Extras on Excise: All Eyes on the Supreme Court of Nevada for Decision on the Topsy-Turvy World of Marijuana Distribution


 

Judge's Gavel

On Nov. 8, 2016, Nevada voters approved Question 2, which allows individuals aged 21 years or older to purchase, possess, and consume small amounts of marijuana. Question 2 was originally scheduled to take effect on Jan. 1, 2018, however, on May 8, 2017, the Nevada Tax Commission passed Temp. Reg. T002-17, allowing recreational sales to start July 1, 2017. While the expedited timeline will undoubtedly increase tax revenue for the state—mainly through a 15 percent tax on the fair market value of marijuana at wholesale, in addition to a 10 percent tax on retail sales of marijuana—there has also been a plethora of questions related to Nevada’s licensing of retail marijuana stores, marijuana cultivation facilities, and, most notably, marijuana distributors.

Specifically, Question 2, § 10.3, provides, in pertinent part, that “[f]or 18 months after the Department [of Taxation] begins to receive applications for marijuana establishments, the Department shall issue licenses for marijuana distributors … only to persons holding a wholesale dealer license pursuant to chapter 369 of NRS, unless the Department determines that an insufficient number of marijuana distributors will result from this limitation.”

Nevada Revenue Statute § 369.130 defines a wholesale dealer as “a person licensed to sell liquor as it is originally packaged to retail liquor stores or to another licensed wholesaler, but not to sell to the consumer or general public.”

Thus, per Question 2, only licensed wholesaler liquor dealers may be licensed as marijuana distributors for 18 months after the Nevada Department of Taxation began accepting applications for marijuana distributors, unless the department determines there will be an insufficient number of marijuana distributors.

In Temp.
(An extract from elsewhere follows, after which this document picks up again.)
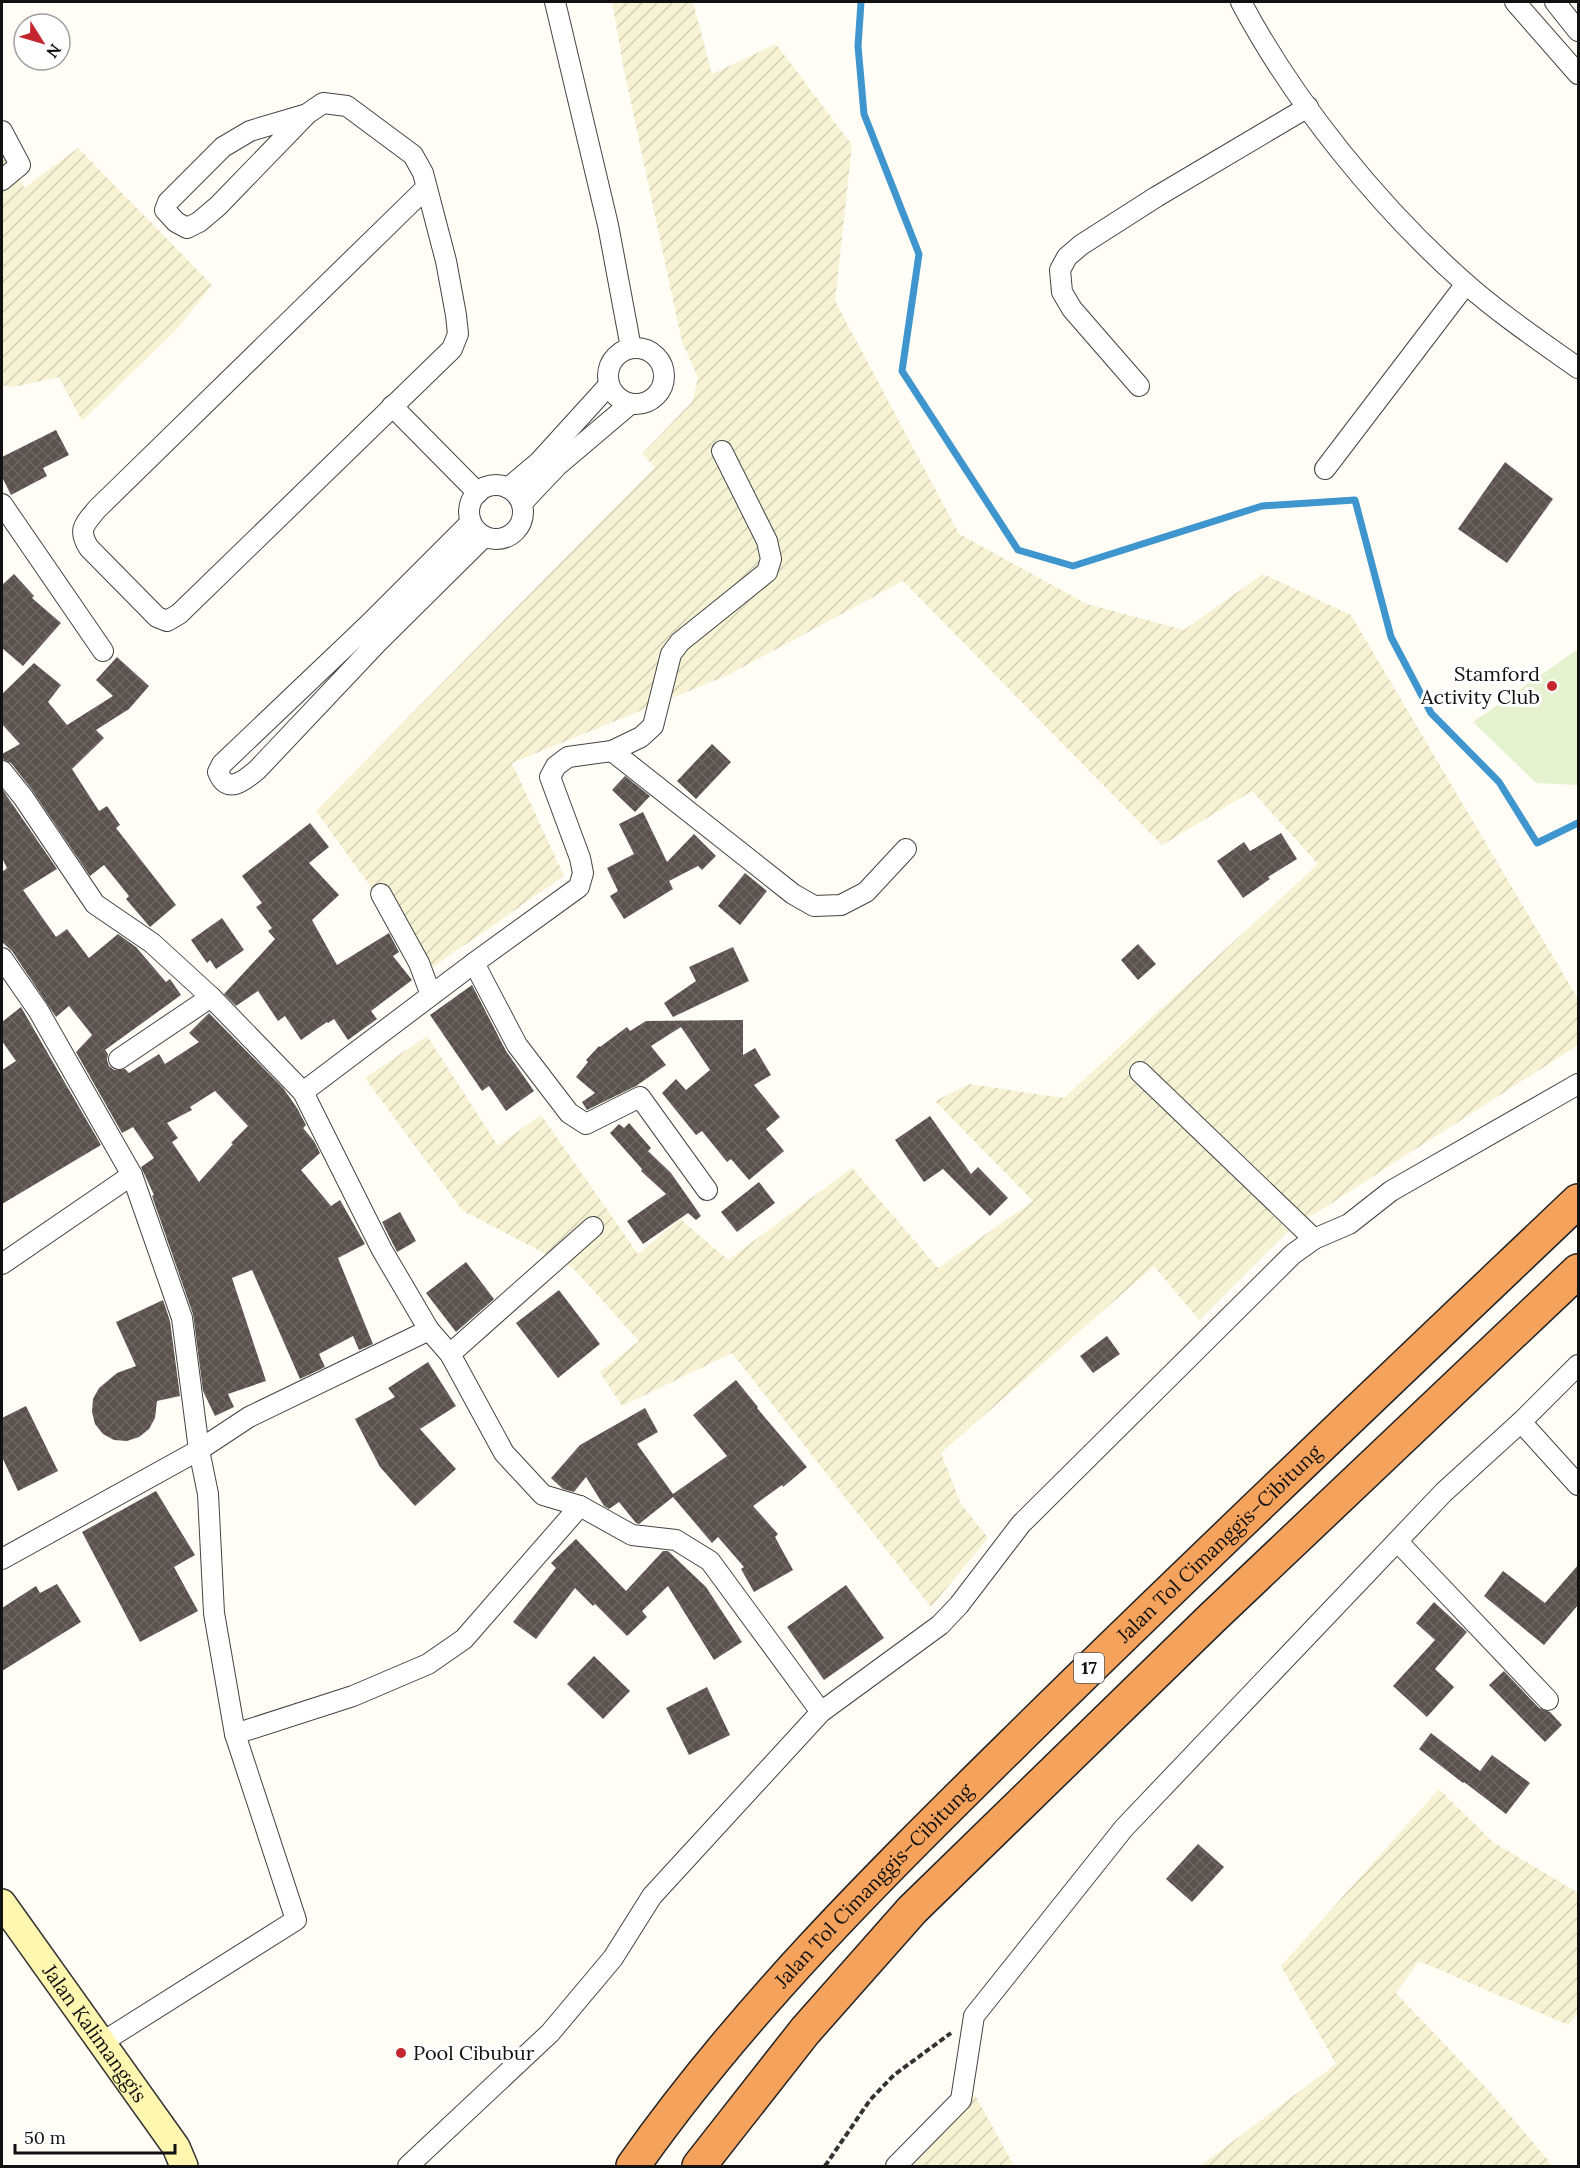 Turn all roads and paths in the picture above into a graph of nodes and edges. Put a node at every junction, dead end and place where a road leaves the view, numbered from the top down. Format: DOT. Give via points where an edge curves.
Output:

Reg. T002-17—the regulation passed May 8, 2017—the department put forth various requirements for wholesale liquor dealers to apply for marijuana distribution licenses and set a May 31, 2017, application deadline.

After the department issued this regulation, the Independent Alcohol Distributors of Nevada (IADON) filed suit in the District Court for Carson City, alleging the department was engaging in ad hoc rulemaking.
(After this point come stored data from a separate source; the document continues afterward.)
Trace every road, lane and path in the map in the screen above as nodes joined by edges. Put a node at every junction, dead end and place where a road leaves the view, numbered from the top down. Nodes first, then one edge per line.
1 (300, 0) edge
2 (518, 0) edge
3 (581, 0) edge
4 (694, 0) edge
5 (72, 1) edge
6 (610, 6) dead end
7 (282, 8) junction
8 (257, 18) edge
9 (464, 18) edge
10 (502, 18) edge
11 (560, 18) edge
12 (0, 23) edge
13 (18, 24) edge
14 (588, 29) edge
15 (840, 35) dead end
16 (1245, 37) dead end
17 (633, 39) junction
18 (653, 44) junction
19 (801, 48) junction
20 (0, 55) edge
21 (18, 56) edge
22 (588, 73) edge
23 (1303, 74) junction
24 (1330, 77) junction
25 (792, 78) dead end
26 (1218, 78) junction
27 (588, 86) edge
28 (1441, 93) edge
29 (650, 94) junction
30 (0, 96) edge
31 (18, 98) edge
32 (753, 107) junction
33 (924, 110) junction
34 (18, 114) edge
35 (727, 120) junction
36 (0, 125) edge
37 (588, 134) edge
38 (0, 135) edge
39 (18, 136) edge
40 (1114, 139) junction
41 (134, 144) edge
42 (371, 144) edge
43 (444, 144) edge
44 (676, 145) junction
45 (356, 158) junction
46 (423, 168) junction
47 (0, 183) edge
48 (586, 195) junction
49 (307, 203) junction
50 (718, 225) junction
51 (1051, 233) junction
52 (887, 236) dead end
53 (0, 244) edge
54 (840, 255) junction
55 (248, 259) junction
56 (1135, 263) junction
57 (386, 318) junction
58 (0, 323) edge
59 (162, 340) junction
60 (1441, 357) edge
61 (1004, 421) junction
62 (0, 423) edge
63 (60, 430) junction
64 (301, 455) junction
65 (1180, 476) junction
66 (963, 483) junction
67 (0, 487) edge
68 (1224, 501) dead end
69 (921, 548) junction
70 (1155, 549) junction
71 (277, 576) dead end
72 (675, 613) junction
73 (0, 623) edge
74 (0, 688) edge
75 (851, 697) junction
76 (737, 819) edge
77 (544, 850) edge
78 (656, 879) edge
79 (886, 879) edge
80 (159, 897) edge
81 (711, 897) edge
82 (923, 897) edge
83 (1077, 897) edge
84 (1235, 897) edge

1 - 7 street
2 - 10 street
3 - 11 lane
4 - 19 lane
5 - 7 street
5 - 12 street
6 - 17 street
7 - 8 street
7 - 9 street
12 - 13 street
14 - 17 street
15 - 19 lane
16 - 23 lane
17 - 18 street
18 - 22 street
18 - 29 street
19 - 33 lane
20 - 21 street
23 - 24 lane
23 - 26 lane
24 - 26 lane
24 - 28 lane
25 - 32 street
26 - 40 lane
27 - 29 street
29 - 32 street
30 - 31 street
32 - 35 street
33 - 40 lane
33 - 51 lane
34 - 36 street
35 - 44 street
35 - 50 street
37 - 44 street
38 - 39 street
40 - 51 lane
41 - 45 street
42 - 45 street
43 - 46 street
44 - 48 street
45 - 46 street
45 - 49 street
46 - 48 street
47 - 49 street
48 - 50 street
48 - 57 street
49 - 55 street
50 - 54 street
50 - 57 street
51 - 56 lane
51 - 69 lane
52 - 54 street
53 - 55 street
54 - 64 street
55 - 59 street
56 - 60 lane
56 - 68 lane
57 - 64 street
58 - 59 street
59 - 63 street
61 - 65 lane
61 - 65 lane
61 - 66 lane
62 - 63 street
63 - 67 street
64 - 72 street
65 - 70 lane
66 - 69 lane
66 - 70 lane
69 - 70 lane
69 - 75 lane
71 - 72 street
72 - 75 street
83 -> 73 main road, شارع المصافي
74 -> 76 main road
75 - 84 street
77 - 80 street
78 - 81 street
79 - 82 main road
The court agreed, reasoning the regulation did not define what “sufficient” meant, nor how sufficiency was determined. Because of this, the court issued a preliminary injunction on June 21, 2017, prohibiting the department from issuing distribution licenses to anyone other than licensed wholesale liquor dealers.

On July 1, 2017, the Nevada recreational marijuana market opened.

Less than two weeks later, the Nevada Tax Commission adopted an emergency regulation establishing the criteria the department would use to determine whether there would be an insufficient number of marijuana distributors resulting from only issuing licenses to wholesale liquor dealers. The department’s criteria includes historic market demand, industry growth expectations, and historic operational needs of marijuana establishments.

Then, on Aug. 7, 2017, the department posted notice for an Aug. 10, 2017, meeting to determine whether there were a sufficient number of wholesale liquor dealers to serve the marijuana market.

After the meeting, the department determined there was an insufficient number of wholesale liquor dealers and, subsequently, IADON renewed its suit in the District Court for Carson City, again seeking a temporary restraining order and a preliminary injunction against the department. This time, however, the court ruled in favor of the department, reasoning IADON had not exhausted its administrative remedies before seeking relief in the district court.

After exhausting its administrative remedies (by appealing the Department’s determination to the Nevada Tax Commission), IADON appealed to the Supreme Court of Nevada, alleging, among other things, that no emergency existed permitting the department to issue its emergency regulation. IADON also alleged that it was deprived due process in the Aug. 10, 2017, meeting because the department had determined prior to the meeting that there were not enough wholesale liquor dealers to satisfy the marijuana market.

After considering multiple briefs on the issue, on Sept. 14, 2017, the Supreme Court of Nevada provisionally ruled in favor of IADON, granting a temporary injunction banning the department from issuing marijuana distribution licenses to applicants other than those currently licensed to distribute alcohol. The court further concluded that oral argument would help determine if the temporary injunction should continue pending resolution of the appeal.

Pursuant to the court’s order, on Oct. 3, 2017, the Supreme Court of Nevada sat en banc at the William S. Boyd School of Law in Las Vegas and heard arguments from multiple parties, with several members of the media in the audience.

While the court has not yet made its final decision, given Nevada had over $27 million in sales in its first month—two times what Colorado and Oregon sold in their initial months, per USA Today—expect all eyes in the industry to be glued to news from the court.